After visiting the US in 2008, Uładykoŭskaja concentrated on American studies development. In opposition to official propaganda she insists on objective information about US and American experience applying in Belarus. Her international project Belarusian-American Cultural Dialogue: Strategy for Development (2011-2012) received a broad public resonance. According to Uładykoŭskaja, "USA gives us a vivid example that nothing is given as hard and nothing brings such large dividends as Her Majesty Freedom. Freedom is not free, but if you do not have Freedom and do not fight for it, then what is the reason to live?"

== Private life==
Luboŭ Uładykoŭskaja is a Сatholic. In 1990–2006, her surname has been Kanaplanik (Uładykoŭskaja-Kanaplanik). She is married and has two children.

== Main works ==
- America Through the Eyes of Belarusians (2018) In English. ISBN 978-6202199865.
- Spiritual Life of the Society and Globalization: How Belarusian Culture Has Been Transformed? (2017) In Belarusian. ISBN 978-985-586-036-6.
- Intercultural Dialogue: American Paradigm (2014) In Belarusian.

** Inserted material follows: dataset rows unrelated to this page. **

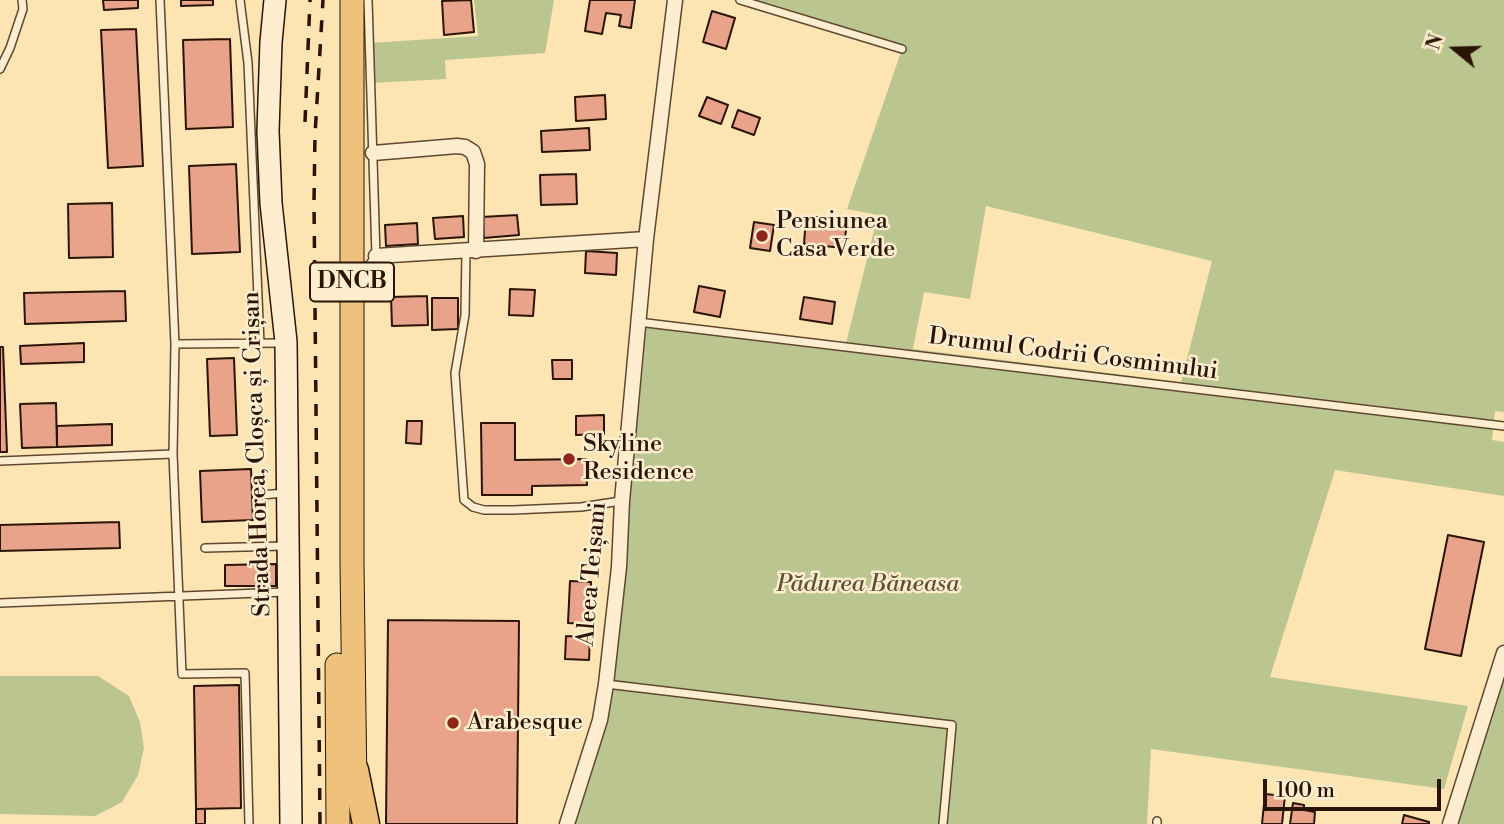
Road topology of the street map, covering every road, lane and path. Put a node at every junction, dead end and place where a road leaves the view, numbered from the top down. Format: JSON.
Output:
{"nodes":[{"id":1,"x":22,"y":0,"type":"edge"},
{"id":2,"x":160,"y":0,"type":"edge"},
{"id":3,"x":240,"y":0,"type":"edge"},
{"id":4,"x":275,"y":0,"type":"edge"},
{"id":5,"x":339,"y":0,"type":"edge"},
{"id":6,"x":352,"y":0,"type":"edge"},
{"id":7,"x":368,"y":0,"type":"edge"},
{"id":8,"x":675,"y":0,"type":"edge"},
{"id":9,"x":740,"y":0,"type":"edge"},
{"id":10,"x":902,"y":49,"type":"dead end"},
{"id":11,"x":0,"y":69,"type":"edge"},
{"id":12,"x":373,"y":153,"type":"junction"},
{"id":13,"x":646,"y":239,"type":"junction"},
{"id":14,"x":471,"y":251,"type":"junction"},
{"id":15,"x":376,"y":256,"type":"junction"},
{"id":16,"x":363,"y":287,"type":"dead end"},
{"id":17,"x":637,"y":322,"type":"junction"},
{"id":18,"x":286,"y":342,"type":"junction"},
{"id":19,"x":175,"y":344,"type":"junction"},
{"id":20,"x":260,"y":344,"type":"junction"},
{"id":21,"x":1504,"y":426,"type":"edge"},
{"id":22,"x":173,"y":454,"type":"junction"},
{"id":23,"x":0,"y":461,"type":"edge"},
{"id":24,"x":289,"y":493,"type":"junction"},
{"id":25,"x":261,"y":495,"type":"dead end"},
{"id":26,"x":622,"y":501,"type":"junction"},
{"id":27,"x":289,"y":546,"type":"junction"},
{"id":28,"x":205,"y":548,"type":"dead end"},
{"id":29,"x":344,"y":564,"type":"junction"},
{"id":30,"x":289,"y":592,"type":"junction"},
{"id":31,"x":178,"y":597,"type":"junction"},
{"id":32,"x":0,"y":603,"type":"edge"},
{"id":33,"x":1504,"y":653,"type":"edge"},
{"id":34,"x":606,"y":684,"type":"junction"},
{"id":35,"x":355,"y":770,"type":"junction"},
{"id":36,"x":249,"y":824,"type":"edge"},
{"id":37,"x":291,"y":824,"type":"edge"},
{"id":38,"x":338,"y":824,"type":"edge"},
{"id":39,"x":356,"y":824,"type":"edge"},
{"id":40,"x":366,"y":824,"type":"edge"},
{"id":41,"x":567,"y":824,"type":"edge"},
{"id":42,"x":943,"y":824,"type":"edge"},
{"id":43,"x":1450,"y":824,"type":"edge"}],
"edges":[{"from":1,"to":11,"type":"lane"},
{"from":2,"to":19,"type":"lane"},
{"from":3,"to":20,"type":"lane"},
{"from":4,"to":18,"type":"street","name":"Strada Horea, Cloșca și Crișan"},
{"from":5,"to":29,"type":"main road","number":"DNCB"},
{"from":6,"to":29,"type":"main road","number":"DNCB"},
{"from":7,"to":12,"type":"lane"},
{"from":8,"to":13,"type":"street","name":"Aleea Teișani"},
{"from":9,"to":10,"type":"lane"},
{"from":12,"to":14,"type":"street"},
{"from":12,"to":15,"type":"lane"},
{"from":13,"to":14,"type":"street"},
{"from":13,"to":17,"type":"street","name":"Aleea Teișani"},
{"from":14,"to":15,"type":"street"},
{"from":14,"to":26,"type":"lane"},
{"from":15,"to":16,"type":"lane"},
{"from":17,"to":21,"type":"lane","name":"Drumul Codrii Cosminului"},
{"from":17,"to":26,"type":"street","name":"Aleea Teișani"},
{"from":18,"to":20,"type":"lane"},
{"from":18,"to":24,"type":"street","name":"Strada Horea, Cloșca și Crișan"},
{"from":19,"to":20,"type":"lane"},
{"from":19,"to":22,"type":"lane"},
{"from":22,"to":23,"type":"lane"},
{"from":22,"to":31,"type":"lane"},
{"from":24,"to":25,"type":"lane"},
{"from":24,"to":27,"type":"street","name":"Strada Horea, Cloșca și Crișan"},
{"from":26,"to":34,"type":"street","name":"Aleea Teișani"},
{"from":27,"to":28,"type":"lane"},
{"from":27,"to":30,"type":"street","name":"Strada Horea, Cloșca și Crișan"},
{"from":29,"to":35,"type":"main road","number":"DNCB"},
{"from":29,"to":38,"type":"main road","number":"DNCB"},
{"from":30,"to":31,"type":"lane"},
{"from":30,"to":37,"type":"street","name":"Strada Horea, Cloșca și Crișan"},
{"from":31,"to":32,"type":"lane"},
{"from":31,"to":36,"type":"lane"},
{"from":33,"to":43,"type":"street"},
{"from":34,"to":41,"type":"street","name":"Aleea Teișani"},
{"from":34,"to":42,"type":"lane"},
{"from":35,"to":39,"type":"main road","number":"DNCB"},
{"from":35,"to":40,"type":"highway"}]}
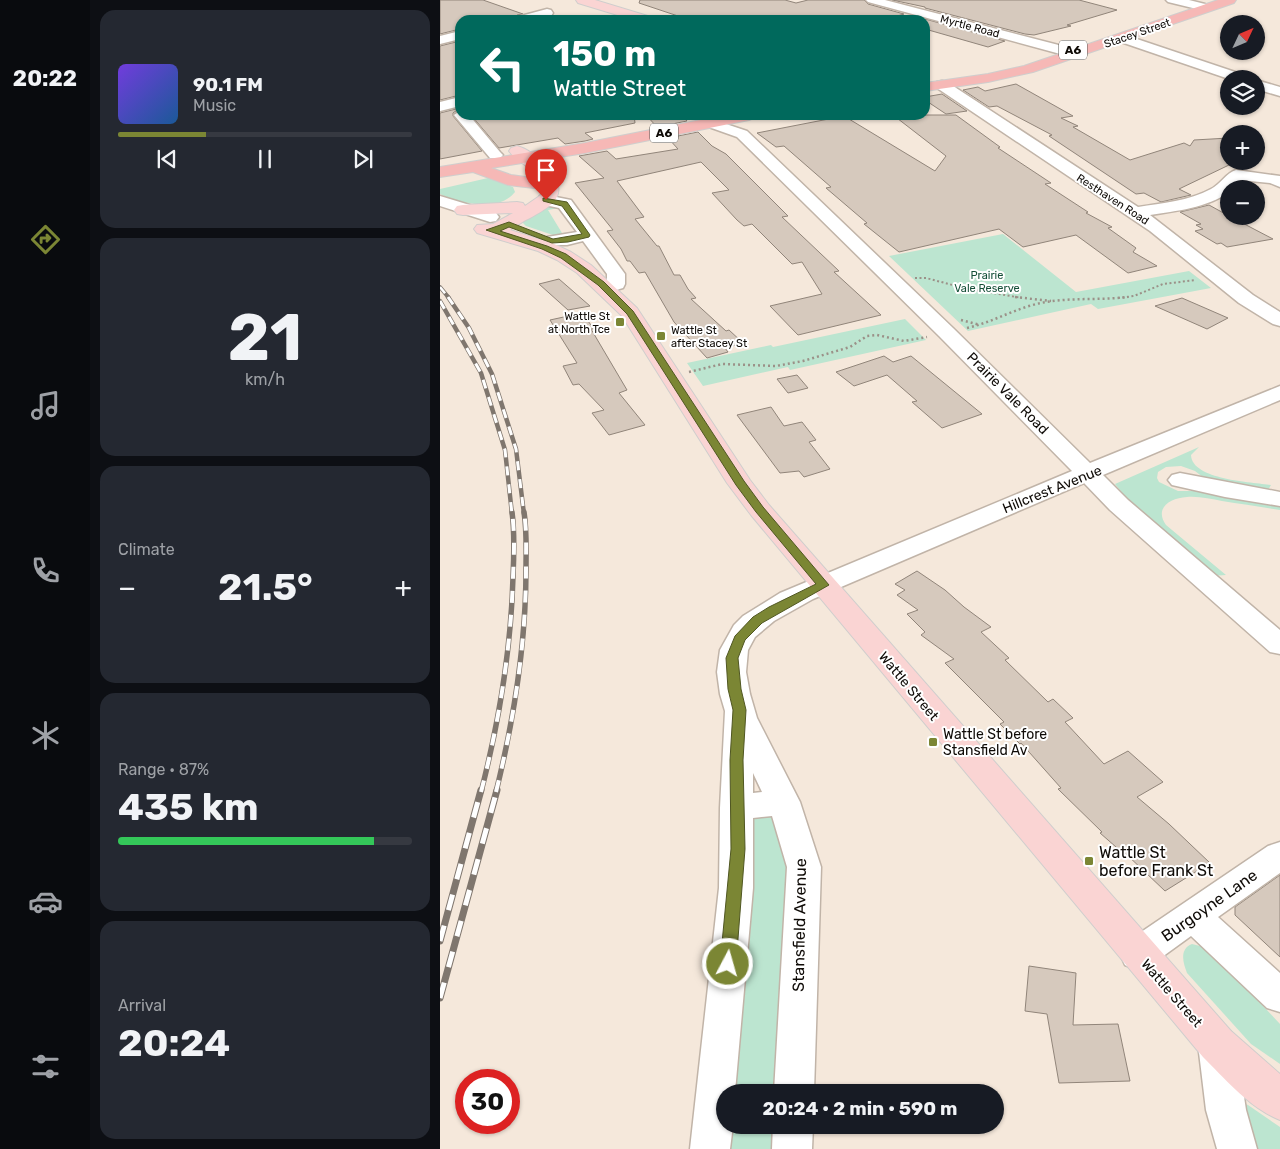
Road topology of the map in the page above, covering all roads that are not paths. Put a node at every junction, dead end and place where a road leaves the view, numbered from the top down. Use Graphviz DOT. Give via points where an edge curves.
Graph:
graph roads {
  1 [pos="582,0"];
  2 [pos="597,0"];
  3 [pos="872,0"];
  4 [pos="1172,0"];
  5 [pos="1215,0"];
  6 [pos="1230,0"];
  7 [pos="1201,6"];
  8 [pos="547,14"];
  9 [pos="543,15"];
  10 [pos="631,15"];
  11 [pos="646,15"];
  12 [pos="929,15"];
  13 [pos="930,15"];
  14 [pos="455,36"];
  15 [pos="1122,38"];
  16 [pos="440,40"];
  17 [pos="1069,52"];
  18 [pos="1220,71"];
  19 [pos="930,79"];
  20 [pos="933,86"];
  21 [pos="1265,87"];
  22 [pos="1280,92"];
  23 [pos="455,102"];
  24 [pos="440,107"];
  25 [pos="465,120"];
  26 [pos="484,120"];
  27 [pos="708,120"];
  28 [pos="709,120"];
  29 [pos="720,120"];
  30 [pos="742,123"];
  31 [pos="585,148"];
  32 [pos="495,155"];
  33 [pos="520,157"];
  34 [pos="440,164"];
  35 [pos="468,168"];
  36 [pos="1237,170"];
  37 [pos="1248,170"];
  38 [pos="440,172"];
  39 [pos="1274,175"];
  40 [pos="539,178"];
  41 [pos="546,200"];
  42 [pos="440,201"];
  43 [pos="463,210"];
  44 [pos="440,211"];
  45 [pos="1134,213"];
  46 [pos="498,220"];
  47 [pos="586,235"];
  48 [pos="552,241"];
  49 [pos="616,284"];
  50 [pos="630,312"];
  51 [pos="1280,320"];
  52 [pos="1280,392"];
  53 [pos="1087,474"];
  54 [pos="1180,480"];
  55 [pos="1280,499"];
  56 [pos="823,585"];
  57 [pos="1280,645"];
  58 [pos="740,710"];
  59 [pos="784,802"];
  60 [pos="736,808"];
  61 [pos="1280,855"];
  62 [pos="1193,916"];
  63 [pos="1138,954"];
  64 [pos="1280,996"];
  65 [pos="1217,1044"];
  66 [pos="794,1084"];
  67 [pos="1280,1100"];
  68 [pos="792,1134"];
  69 [pos="710,1149"];
  70 [pos="792,1149"];
  71 [pos="1238,1149"];
  1 -- 10 [label="main road"];
  2 -- 11 [label="main road"];
  3 -- 12 [label="street, Myrtle Road"];
  4 -- 7 [label="street"];
  5 -- 7 [label="highway, Stacey Street / A6"];
  6 -- 15 [label="highway, Stacey Street / A6"];
  7 -- 17 [label="highway, Stacey Street / A6"];
  8 -- 9 [label="street"];
  13 -- 17 [label="street, Myrtle Road"];
  14 -- 16 [label="street"];
  15 -- 18 [label="street"];
  15 -- 20 [label="highway, Stacey Street / A6" via="1018,72"];
  17 -- 19 [label="highway, Stacey Street / A6" via="1019,66"];
  20 -- 45 [label="street, Resthaven Road"];
  21 -- 22 [label="street"];
  23 -- 24 [label="street"];
  25 -- 32 [label="street"];
  26 -- 33 [label="street"];
  27 -- 33 [label="highway, A6"];
  28 -- 31 [label="highway, A6"];
  29 -- 30 [label="highway, A6"];
  30 -- 53 [label="street, Prairie Vale Road"];
  31 -- 33 [label="highway, A6"];
  31 -- 40 [label="highway"];
  32 -- 33 [label="main road"];
  32 -- 34 [label="highway"];
  33 -- 35 [label="highway, A6"];
  33 -- 40 [label="main road"];
  35 -- 38 [label="highway, A6"];
  35 -- 40 [label="highway" via="508,180"];
  36 -- 45 [label="street" via="1234,181 1211,196"];
  37 -- 39 [label="street"];
  40 -- 41 [label="main road" via="550,188"];
  40 -- 46 [label="main road" via="532,198"];
  41 -- 46 [label="main road"];
  41 -- 47 [label="street, Wattle Street" via="564,204"];
  42 -- 43 [label="street"];
  43 -- 46 [label="main road"];
  43 -- 46 [label="street"];
  44 -- 46 [label="street"];
  45 -- 51 [label="street, Resthaven Road" via="1164,232 1246,299"];
  46 -- 48 [label="main road, Wattle Street"];
  46 -- 50 [label="main road, Wattle Street" via="564,256 601,283"];
  47 -- 48 [label="street, Wattle Street"];
  47 -- 49 [label="street, Wattle Street" via="616,274"];
  48 -- 49 [label="main road, Wattle Street" via="586,258"];
  49 -- 50 [label="main road, Wattle Street" via="626,296"];
  50 -- 56 [label="main road, Wattle Street" via="745,489"];
  52 -- 53 [label="street, Hillcrest Avenue"];
  53 -- 56 [label="street, Hillcrest Avenue"];
  53 -- 57 [label="street, Prairie Vale Road"];
  54 -- 55 [label="street"];
  56 -- 58 [label="street, Stansfield Avenue" via="764,615 739,639 732,668"];
  56 -- 63 [label="main road, Wattle Street"];
  58 -- 59 [label="street, Stansfield Avenue"];
  58 -- 60 [label="street, Stansfield Avenue"];
  59 -- 60 [label="street"];
  59 -- 66 [label="street, Stansfield Avenue" via="804,867"];
  60 -- 69 [label="street, Stansfield Avenue" via="736,888"];
  61 -- 62 [label="street, Burgoyne Lane"];
  62 -- 63 [label="street, Burgoyne Lane"];
  62 -- 64 [label="street"];
  63 -- 65 [label="main road, Wattle Street"];
  65 -- 67 [label="main road, Wattle Street"];
  65 -- 71 [label="street" via="1226,1110"];
  68 -- 70 [label="street"];
}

- Discovery of My America, Or Why Do the Belarusians Need the USA? (2012) In Belarusian. ISBN 978-985-463-492-0.
- How to Preserve Cultural Originality? (2010) In Belarusian.
- Spiritual Ideals in the Modern Belarusian Culture and Values of Globalism (2009) In Belarusian. ISBN 978-985-518-123-2.
- Water Colors of Love: Conception of the National Outlook (2000) In Belarusian.